# [EXERCISE PROMPT]
Filter the entries below, keeping only lines with the word "Mešića".

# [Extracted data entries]
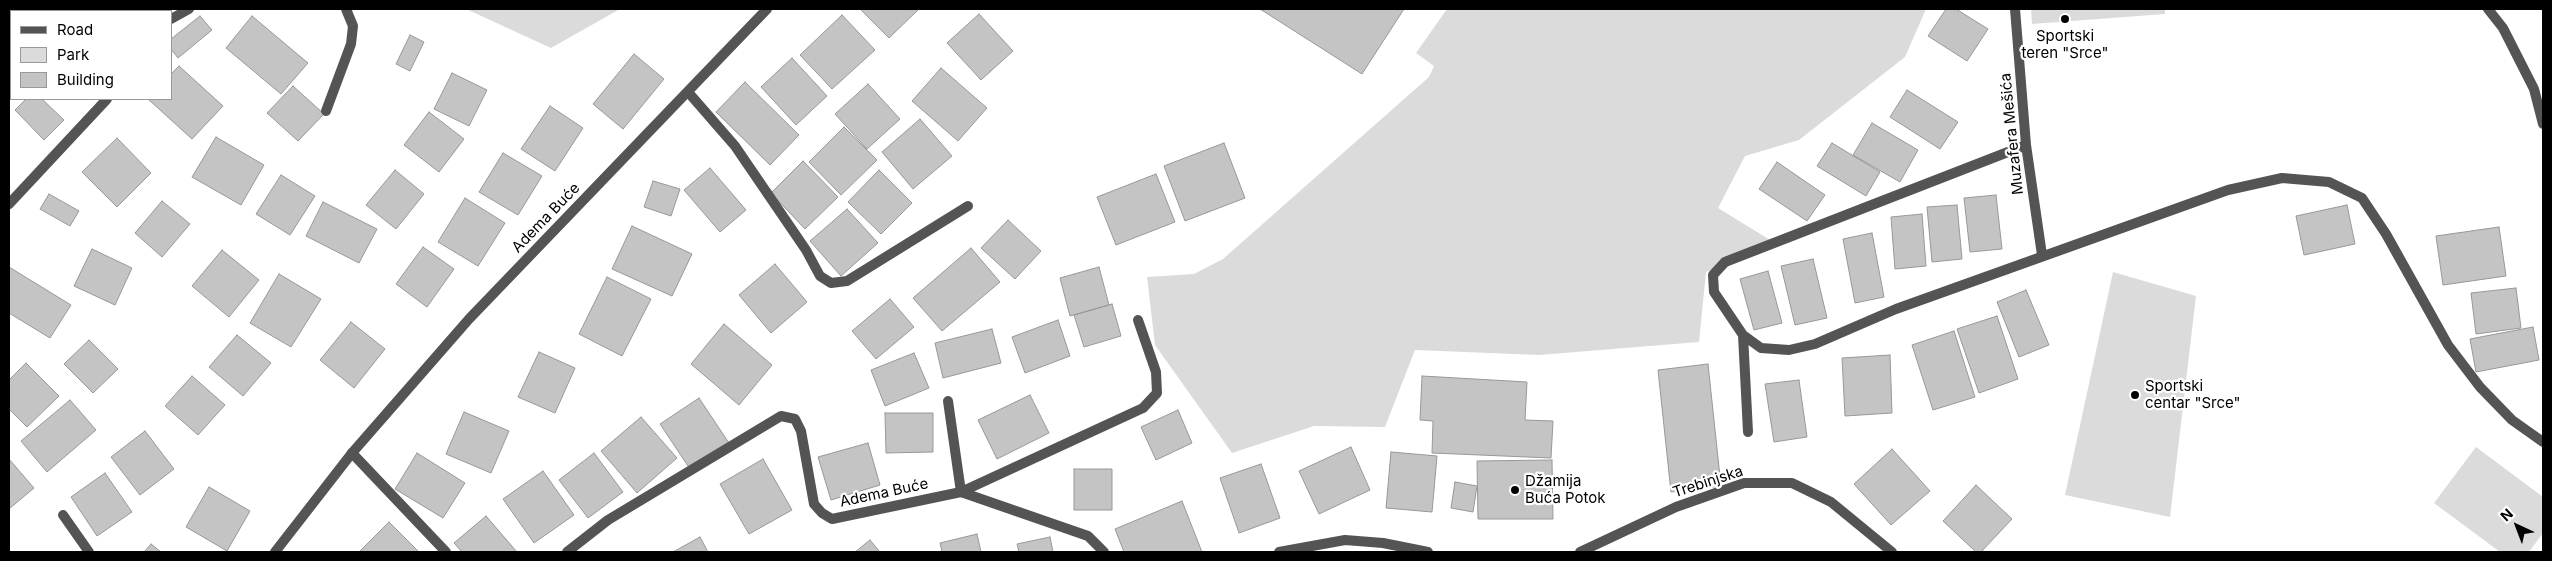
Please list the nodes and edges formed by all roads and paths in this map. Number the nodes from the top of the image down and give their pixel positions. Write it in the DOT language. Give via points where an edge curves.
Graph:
graph roads {
  1 [pos="189,9"];
  2 [pos="346,9"];
  3 [pos="767,9"];
  4 [pos="2015,9"];
  5 [pos="2488,9"];
  6 [pos="172,18"];
  7 [pos="688,92"];
  8 [pos="106,100"];
  9 [pos="326,111"];
  10 [pos="2543,124"];
  11 [pos="2026,145"];
  12 [pos="9,204"];
  13 [pos="968,206"];
  14 [pos="2042,255"];
  15 [pos="1138,320"];
  16 [pos="1743,335"];
  17 [pos="948,401"];
  18 [pos="1748,432"];
  19 [pos="2543,442"];
  20 [pos="352,454"];
  21 [pos="961,492"];
  22 [pos="63,515"];
  23 [pos="89,552"];
  24 [pos="275,552"];
  25 [pos="446,552"];
  26 [pos="568,552"];
  27 [pos="1104,552"];
  28 [pos="1279,552"];
  29 [pos="1428,552"];
  30 [pos="1580,552"];
  31 [pos="1892,552"];
  1 -- 6 [label="street"];
  2 -- 9 [label="street" via="353,26 351,44"];
  3 -- 7 [label="street, Adema Buće"];
  4 -- 11 [label="street, Muzafera Mešića"];
  5 -- 10 [label="street" via="2503,28 2534,89"];
  7 -- 13 [label="street" via="735,146 806,250 820,276 831,283 847,281"];
  7 -- 20 [label="street, Adema Buće" via="469,319"];
  8 -- 12 [label="street"];
  11 -- 14 [label="street, Muzafera Mešića"];
  11 -- 16 [label="street" via="1726,262 1713,275 1714,292"];
  14 -- 16 [label="street" via="1896,309 1815,344 1789,350 1761,348"];
  14 -- 19 [label="street" via="2236,187 2282,178 2329,182 2362,198 2386,234 2448,345 2480,387 2512,420"];
  15 -- 21 [label="street, Adema Buće" via="1156,372 1156,393 1143,408"];
  16 -- 18 [label="street"];
  17 -- 21 [label="street"];
  20 -- 24 [label="street, Adema Buće"];
  20 -- 25 [label="street"];
  21 -- 26 [label="street, Adema Buće" via="832,519 814,504 801,430 795,419 781,416 608,520"];
  21 -- 27 [label="street" via="1088,536"];
  22 -- 23 [label="street"];
  28 -- 29 [label="street" via="1345,540 1384,543"];
  30 -- 31 [label="street, Trebinjska" via="1676,507 1744,483 1792,483 1831,502"];
}
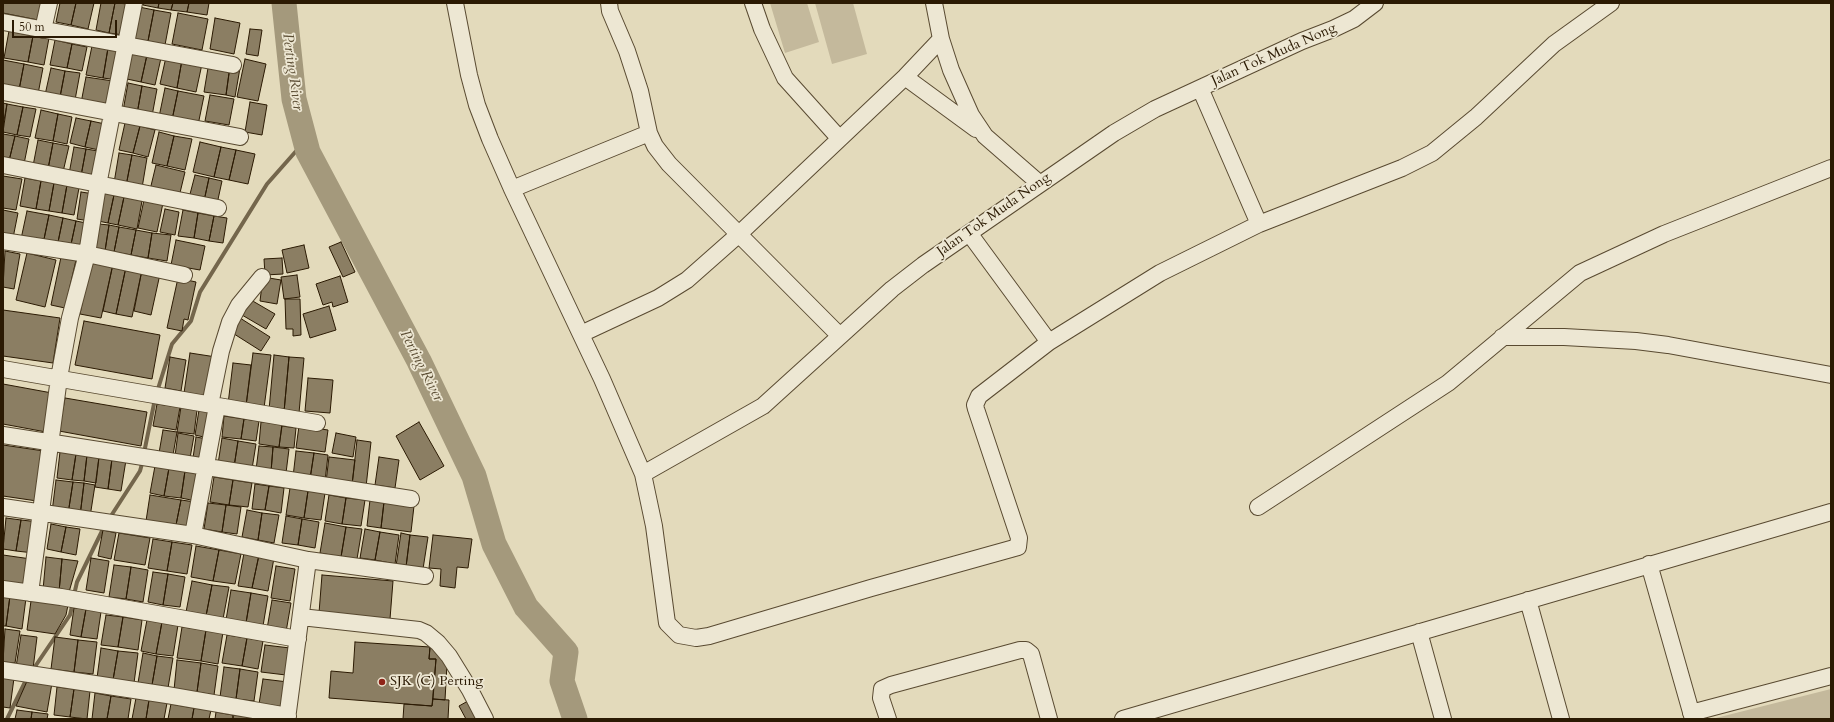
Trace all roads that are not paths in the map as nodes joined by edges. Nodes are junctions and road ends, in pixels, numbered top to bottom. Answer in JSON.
{"nodes":[{"id":1,"x":49,"y":3,"type":"edge"},
{"id":2,"x":134,"y":3,"type":"edge"},
{"id":3,"x":455,"y":3,"type":"edge"},
{"id":4,"x":609,"y":3,"type":"edge"},
{"id":5,"x":753,"y":3,"type":"edge"},
{"id":6,"x":934,"y":3,"type":"edge"},
{"id":7,"x":1375,"y":3,"type":"edge"},
{"id":8,"x":1611,"y":3,"type":"edge"},
{"id":9,"x":3,"y":22,"type":"edge"},
{"id":10,"x":43,"y":30,"type":"junction"},
{"id":11,"x":941,"y":39,"type":"junction"},
{"id":12,"x":126,"y":45,"type":"junction"},
{"id":13,"x":233,"y":65,"type":"dead end"},
{"id":14,"x":905,"y":77,"type":"junction"},
{"id":15,"x":1200,"y":88,"type":"junction"},
{"id":16,"x":3,"y":92,"type":"edge"},
{"id":17,"x":113,"y":113,"type":"junction"},
{"id":18,"x":649,"y":133,"type":"junction"},
{"id":19,"x":985,"y":136,"type":"junction"},
{"id":20,"x":240,"y":137,"type":"dead end"},
{"id":21,"x":839,"y":138,"type":"junction"},
{"id":22,"x":3,"y":165,"type":"edge"},
{"id":23,"x":1831,"y":168,"type":"edge"},
{"id":24,"x":1039,"y":183,"type":"junction"},
{"id":25,"x":98,"y":185,"type":"junction"},
{"id":26,"x":512,"y":189,"type":"junction"},
{"id":27,"x":218,"y":208,"type":"dead end"},
{"id":28,"x":1259,"y":224,"type":"junction"},
{"id":29,"x":969,"y":234,"type":"junction"},
{"id":30,"x":738,"y":236,"type":"junction"},
{"id":31,"x":3,"y":241,"type":"edge"},
{"id":32,"x":87,"y":254,"type":"junction"},
{"id":33,"x":184,"y":275,"type":"dead end"},
{"id":34,"x":262,"y":277,"type":"dead end"},
{"id":35,"x":581,"y":334,"type":"junction"},
{"id":36,"x":840,"y":336,"type":"junction"},
{"id":37,"x":1502,"y":337,"type":"junction"},
{"id":38,"x":1049,"y":342,"type":"junction"},
{"id":39,"x":3,"y":369,"type":"edge"},
{"id":40,"x":1831,"y":375,"type":"edge"},
{"id":41,"x":60,"y":378,"type":"junction"},
{"id":42,"x":213,"y":405,"type":"junction"},
{"id":43,"x":317,"y":423,"type":"dead end"},
{"id":44,"x":3,"y":435,"type":"edge"},
{"id":45,"x":51,"y":442,"type":"junction"},
{"id":46,"x":206,"y":467,"type":"junction"},
{"id":47,"x":643,"y":474,"type":"junction"},
{"id":48,"x":411,"y":499,"type":"dead end"},
{"id":49,"x":3,"y":507,"type":"edge"},
{"id":50,"x":1258,"y":507,"type":"dead end"},
{"id":51,"x":1831,"y":512,"type":"edge"},
{"id":52,"x":41,"y":514,"type":"junction"},
{"id":53,"x":193,"y":535,"type":"junction"},
{"id":54,"x":308,"y":560,"type":"junction"},
{"id":55,"x":1649,"y":564,"type":"junction"},
{"id":56,"x":425,"y":576,"type":"dead end"},
{"id":57,"x":3,"y":589,"type":"edge"},
{"id":58,"x":30,"y":593,"type":"junction"},
{"id":59,"x":1528,"y":600,"type":"junction"},
{"id":60,"x":301,"y":617,"type":"junction"},
{"id":61,"x":1419,"y":632,"type":"junction"},
{"id":62,"x":298,"y":639,"type":"junction"},
{"id":63,"x":3,"y":670,"type":"edge"},
{"id":64,"x":1831,"y":676,"type":"edge"},
{"id":65,"x":1692,"y":716,"type":"edge"},
{"id":66,"x":288,"y":717,"type":"edge"},
{"id":67,"x":485,"y":719,"type":"edge"},
{"id":68,"x":888,"y":719,"type":"edge"},
{"id":69,"x":1049,"y":719,"type":"edge"},
{"id":70,"x":1123,"y":719,"type":"edge"},
{"id":71,"x":1443,"y":719,"type":"edge"},
{"id":72,"x":1561,"y":719,"type":"edge"}],
"edges":[{"from":1,"to":10,"type":"street"},
{"from":2,"to":12,"type":"street"},
{"from":3,"to":26,"type":"street"},
{"from":4,"to":18,"type":"street"},
{"from":5,"to":21,"type":"street"},
{"from":6,"to":11,"type":"street"},
{"from":7,"to":15,"type":"street","name":"Jalan Tok Muda Nong"},
{"from":8,"to":28,"type":"street"},
{"from":9,"to":10,"type":"street"},
{"from":10,"to":12,"type":"street"},
{"from":11,"to":14,"type":"street"},
{"from":11,"to":19,"type":"street"},
{"from":12,"to":13,"type":"street"},
{"from":12,"to":17,"type":"street"},
{"from":14,"to":19,"type":"street"},
{"from":14,"to":21,"type":"street"},
{"from":15,"to":24,"type":"street","name":"Jalan Tok Muda Nong"},
{"from":15,"to":28,"type":"street"},
{"from":16,"to":17,"type":"street"},
{"from":17,"to":20,"type":"street"},
{"from":17,"to":25,"type":"street"},
{"from":18,"to":26,"type":"street"},
{"from":18,"to":30,"type":"street"},
{"from":19,"to":24,"type":"street"},
{"from":21,"to":30,"type":"street"},
{"from":22,"to":25,"type":"street"},
{"from":23,"to":37,"type":"street"},
{"from":24,"to":29,"type":"street","name":"Jalan Tok Muda Nong"},
{"from":25,"to":27,"type":"street"},
{"from":25,"to":32,"type":"street"},
{"from":26,"to":35,"type":"street"},
{"from":28,"to":38,"type":"street"},
{"from":29,"to":36,"type":"street","name":"Jalan Tok Muda Nong"},
{"from":29,"to":38,"type":"street"},
{"from":30,"to":35,"type":"street"},
{"from":30,"to":36,"type":"street"},
{"from":31,"to":32,"type":"street"},
{"from":32,"to":33,"type":"street"},
{"from":32,"to":41,"type":"street"},
{"from":34,"to":42,"type":"street"},
{"from":35,"to":47,"type":"street"},
{"from":36,"to":47,"type":"street","name":"Jalan Tok Muda Nong"},
{"from":37,"to":40,"type":"street"},
{"from":37,"to":50,"type":"street"},
{"from":38,"to":47,"type":"street"},
{"from":39,"to":41,"type":"street"},
{"from":41,"to":42,"type":"street"},
{"from":41,"to":45,"type":"street"},
{"from":42,"to":43,"type":"street"},
{"from":42,"to":46,"type":"street"},
{"from":44,"to":45,"type":"street"},
{"from":45,"to":46,"type":"street"},
{"from":45,"to":52,"type":"street"},
{"from":46,"to":48,"type":"street"},
{"from":46,"to":53,"type":"street"},
{"from":49,"to":52,"type":"street"},
{"from":51,"to":55,"type":"street"},
{"from":52,"to":53,"type":"street"},
{"from":52,"to":58,"type":"street"},
{"from":53,"to":54,"type":"street"},
{"from":54,"to":56,"type":"street"},
{"from":54,"to":60,"type":"street"},
{"from":55,"to":59,"type":"street"},
{"from":55,"to":65,"type":"street"},
{"from":57,"to":58,"type":"street"},
{"from":58,"to":62,"type":"street"},
{"from":59,"to":61,"type":"street"},
{"from":59,"to":72,"type":"street"},
{"from":60,"to":62,"type":"street"},
{"from":60,"to":67,"type":"street"},
{"from":61,"to":70,"type":"street"},
{"from":61,"to":71,"type":"street"},
{"from":62,"to":66,"type":"street"},
{"from":63,"to":66,"type":"street"},
{"from":64,"to":65,"type":"street"},
{"from":68,"to":69,"type":"street"}]}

# [ANSWER SPACE]
  4 -- 11 [label="street, Muzafera Mešića"];
  11 -- 14 [label="street, Muzafera Mešića"];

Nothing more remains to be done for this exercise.